TASK STATEMENT | Search the data below for the word "this" and copy each line that holds it.

[EXTRACTED INFORMATION — start]

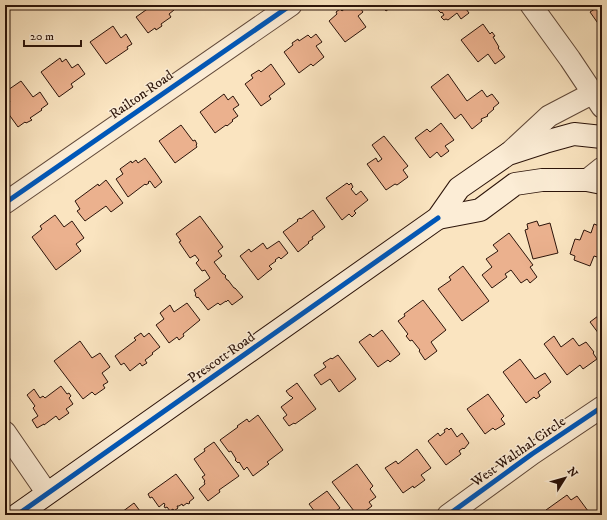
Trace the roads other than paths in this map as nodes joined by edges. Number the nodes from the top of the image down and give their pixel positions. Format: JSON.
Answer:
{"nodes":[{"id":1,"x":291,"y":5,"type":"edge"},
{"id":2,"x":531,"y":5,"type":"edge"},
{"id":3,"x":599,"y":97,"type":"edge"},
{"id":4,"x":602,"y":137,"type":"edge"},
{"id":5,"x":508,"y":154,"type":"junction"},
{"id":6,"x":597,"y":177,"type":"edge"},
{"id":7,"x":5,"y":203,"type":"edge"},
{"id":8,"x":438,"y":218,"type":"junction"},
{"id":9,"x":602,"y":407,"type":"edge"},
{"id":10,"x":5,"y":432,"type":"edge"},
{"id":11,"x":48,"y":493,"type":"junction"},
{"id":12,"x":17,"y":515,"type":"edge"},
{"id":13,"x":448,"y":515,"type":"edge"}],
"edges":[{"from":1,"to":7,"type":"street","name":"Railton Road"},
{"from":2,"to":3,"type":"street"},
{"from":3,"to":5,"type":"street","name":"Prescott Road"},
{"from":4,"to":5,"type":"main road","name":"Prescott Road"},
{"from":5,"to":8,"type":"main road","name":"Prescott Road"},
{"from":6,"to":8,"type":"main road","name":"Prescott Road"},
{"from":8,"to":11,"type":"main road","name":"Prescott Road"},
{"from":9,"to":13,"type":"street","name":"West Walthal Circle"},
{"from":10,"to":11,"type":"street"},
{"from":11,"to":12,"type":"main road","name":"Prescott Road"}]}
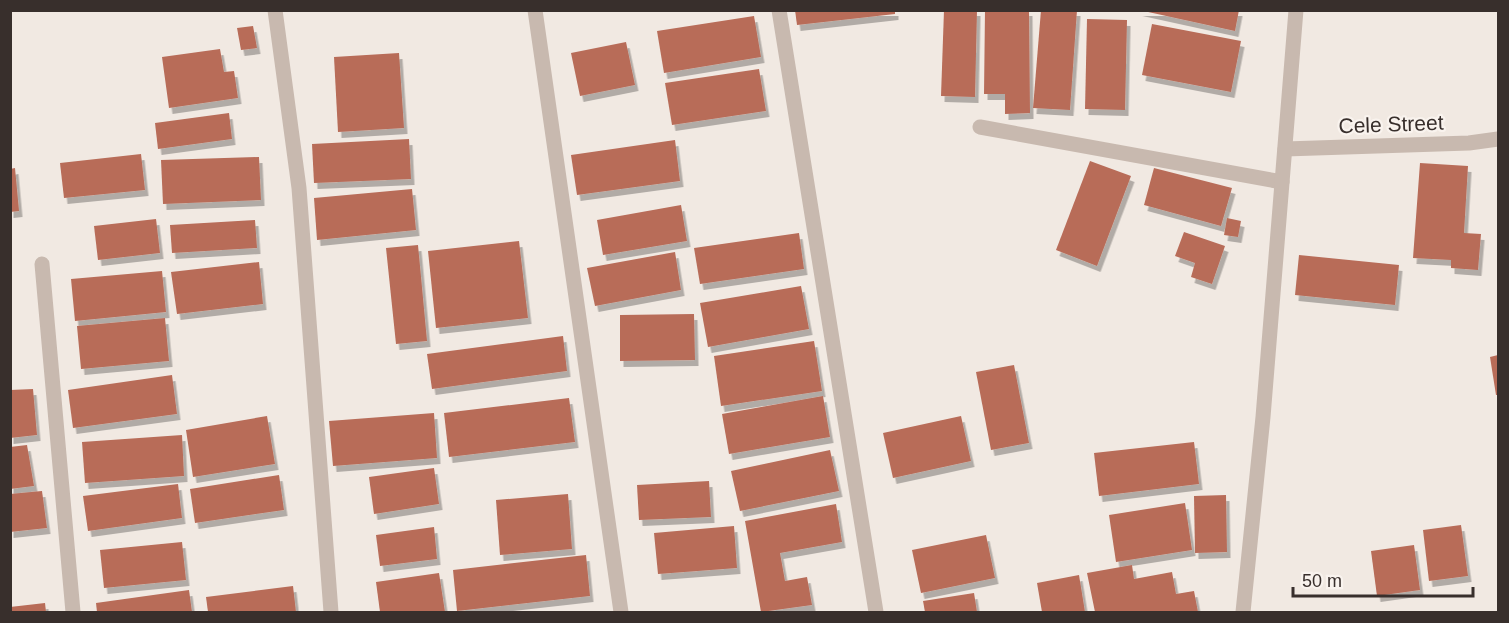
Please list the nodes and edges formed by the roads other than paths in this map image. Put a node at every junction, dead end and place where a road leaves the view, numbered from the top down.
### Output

[EXTRACTED INFORMATION — finish]

EXERCISE ANSWER |
Trace the roads other than paths in this map as nodes joined by edges. Number the nodes from the top of the image down and give their pixel positions. Format: JSON.
Please list the nodes and edges formed by the roads other than paths in this map image. Put a node at every junction, dead end and place where a road leaves the view, numbered from the top down.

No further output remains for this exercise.